[Structured pose outputs]
++++++++

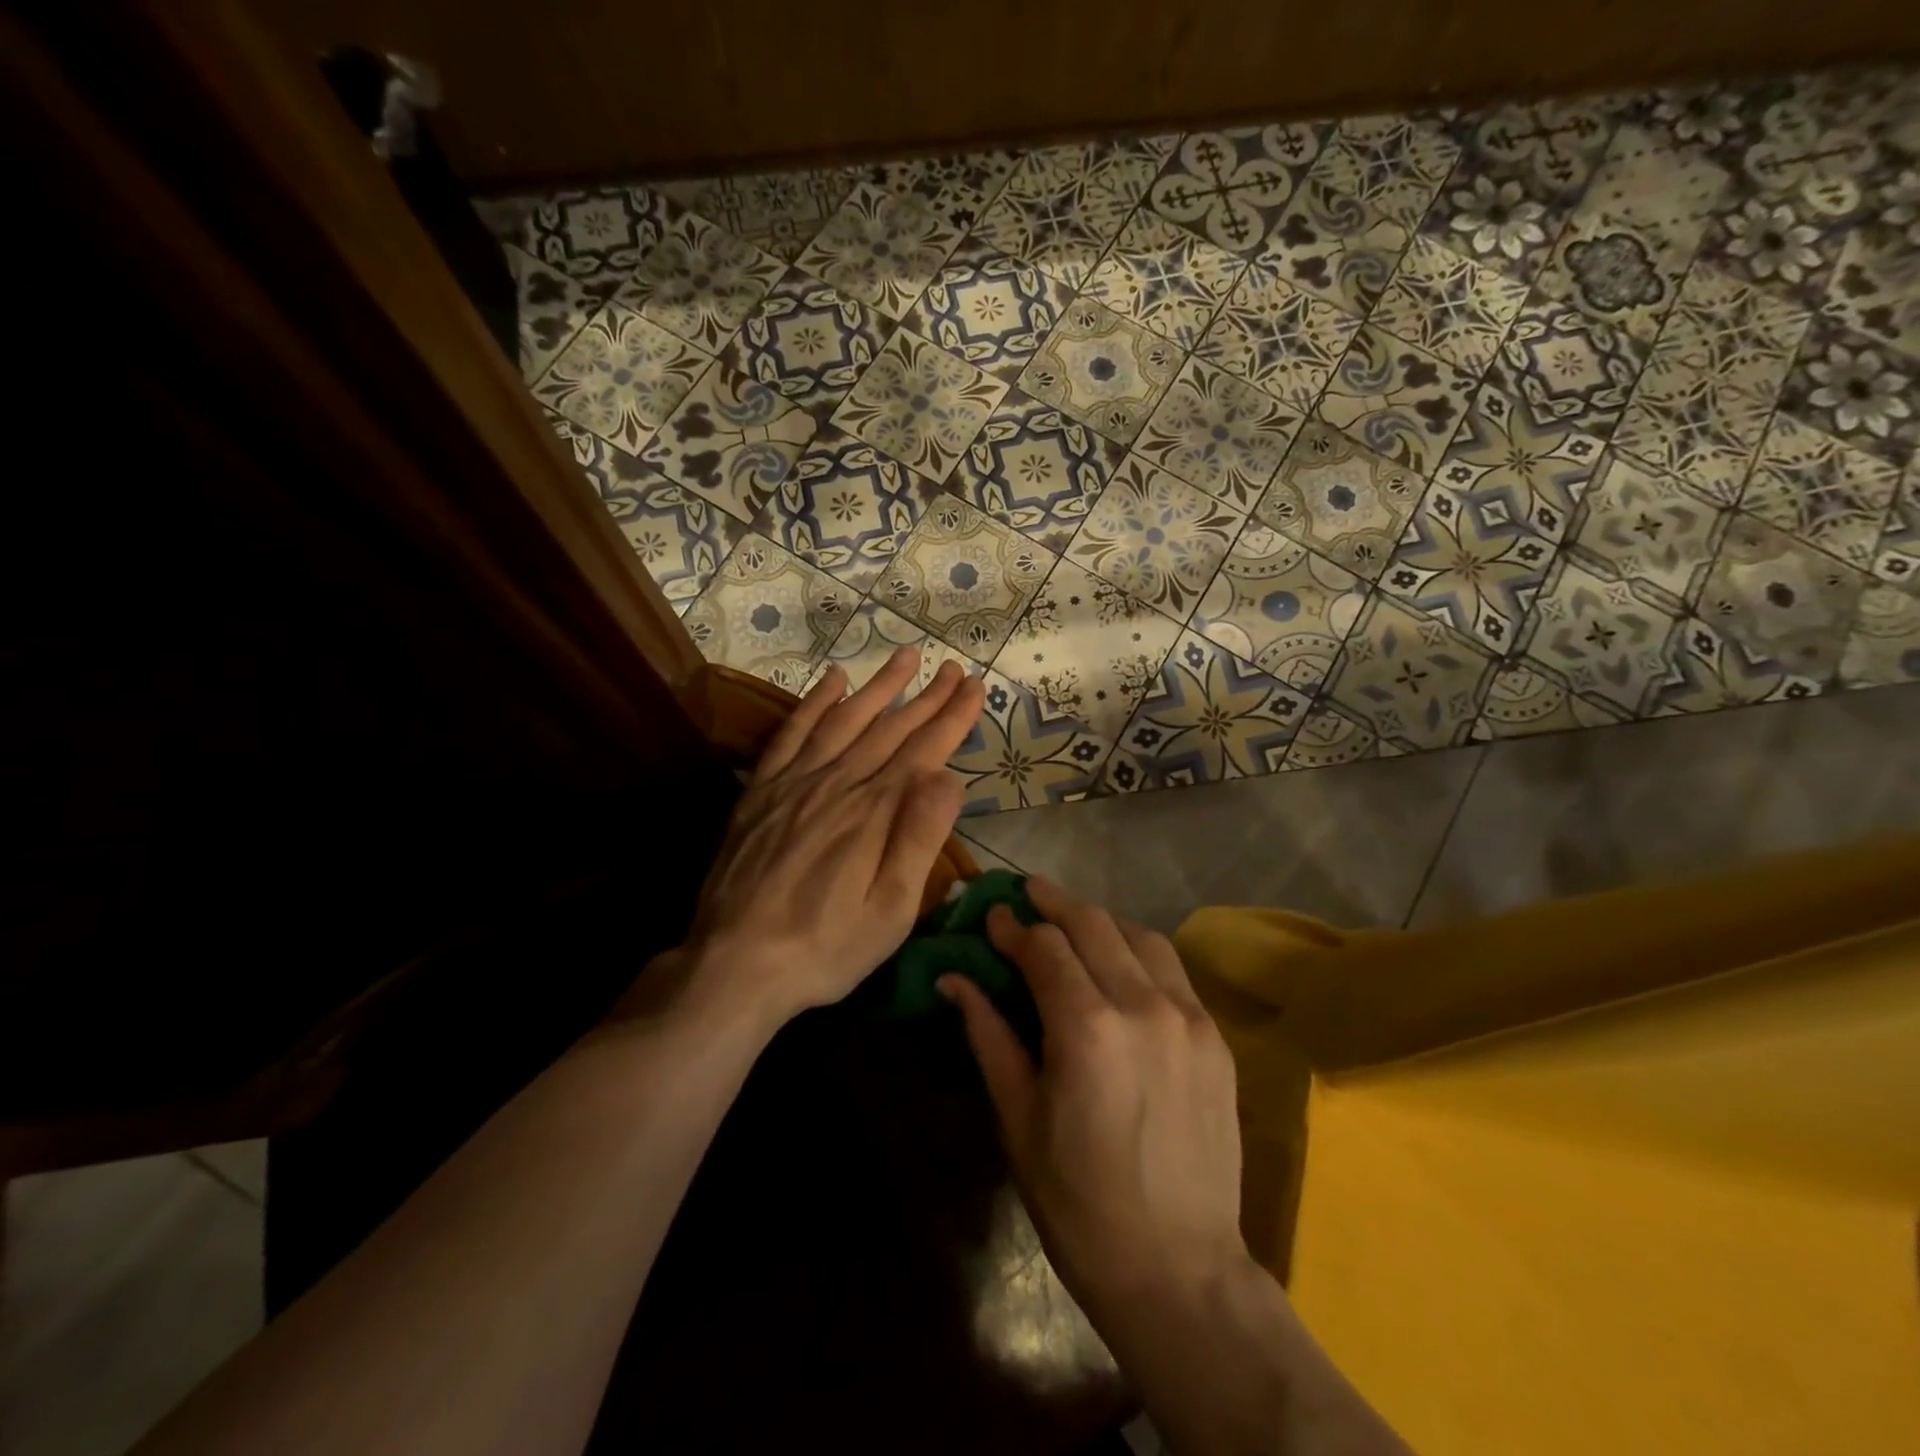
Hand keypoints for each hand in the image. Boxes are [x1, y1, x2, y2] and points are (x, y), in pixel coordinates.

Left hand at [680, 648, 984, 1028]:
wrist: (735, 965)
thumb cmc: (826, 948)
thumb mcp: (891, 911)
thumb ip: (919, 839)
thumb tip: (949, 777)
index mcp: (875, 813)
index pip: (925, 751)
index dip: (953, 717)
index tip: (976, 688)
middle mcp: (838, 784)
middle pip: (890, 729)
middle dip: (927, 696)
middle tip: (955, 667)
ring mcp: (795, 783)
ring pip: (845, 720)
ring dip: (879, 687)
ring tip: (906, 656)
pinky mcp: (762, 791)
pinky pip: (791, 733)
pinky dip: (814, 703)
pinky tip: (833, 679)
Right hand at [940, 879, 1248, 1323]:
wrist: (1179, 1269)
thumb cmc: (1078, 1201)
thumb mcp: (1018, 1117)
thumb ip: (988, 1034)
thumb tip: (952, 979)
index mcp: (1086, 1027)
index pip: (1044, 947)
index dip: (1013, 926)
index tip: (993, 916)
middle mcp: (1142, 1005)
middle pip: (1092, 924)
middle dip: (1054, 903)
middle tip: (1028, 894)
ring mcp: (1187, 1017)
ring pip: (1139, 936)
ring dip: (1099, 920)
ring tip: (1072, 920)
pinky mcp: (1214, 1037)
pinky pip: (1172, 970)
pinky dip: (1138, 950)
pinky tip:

++++++++

■ **WORK ITEM**
Leaving the pictures aside, write out the entries above exactly.

■ **TASK ANSWER**
Hand keypoints for each hand in the image. Boxes are [x1, y1, x2, y2] and points are (x, y), in pixel coordinates.

Left hand at [680, 648, 984, 1028]:
wrist: (735, 965)
thumb cmc: (826, 948)
thumb mcp: (891, 911)
thumb ip: (919, 839)
thumb tip: (949, 777)
index mcp: (875, 813)
index pip: (925, 751)
index dip: (953, 717)
index tip: (976, 688)
middle mcp: (838, 784)
middle pip: (890, 729)
middle dip: (927, 696)
middle tip: (955, 667)
ring mcp: (795, 783)
ring pip: (845, 720)
ring dip: (879, 687)
ring tip: (906, 656)
pinky mcp: (762, 791)
pinky pip: (791, 733)
pinky dip: (814, 703)
pinky tip: (833, 679)
Right hand at [940, 879, 1248, 1323]:
wrist: (1179, 1269)
thumb cmc: (1078, 1201)
thumb mcp: (1018, 1117)
thumb ip: (988, 1034)
thumb tip: (952, 979)
index mcp: (1086, 1027)
index pip: (1044, 947)
index dip: (1013, 926)
index tip: (993, 916)
middle mcp: (1142, 1005)
middle pip: (1092, 924)
middle dip: (1054, 903)
middle tip: (1028, 894)
ring mcp: (1187, 1017)
ring pip: (1139, 936)
ring dip: (1099, 920)
ring tip: (1072, 920)
pinky mcp: (1214, 1037)
pinky pip: (1172, 970)
pinky dip: (1138, 950)
pinky tip:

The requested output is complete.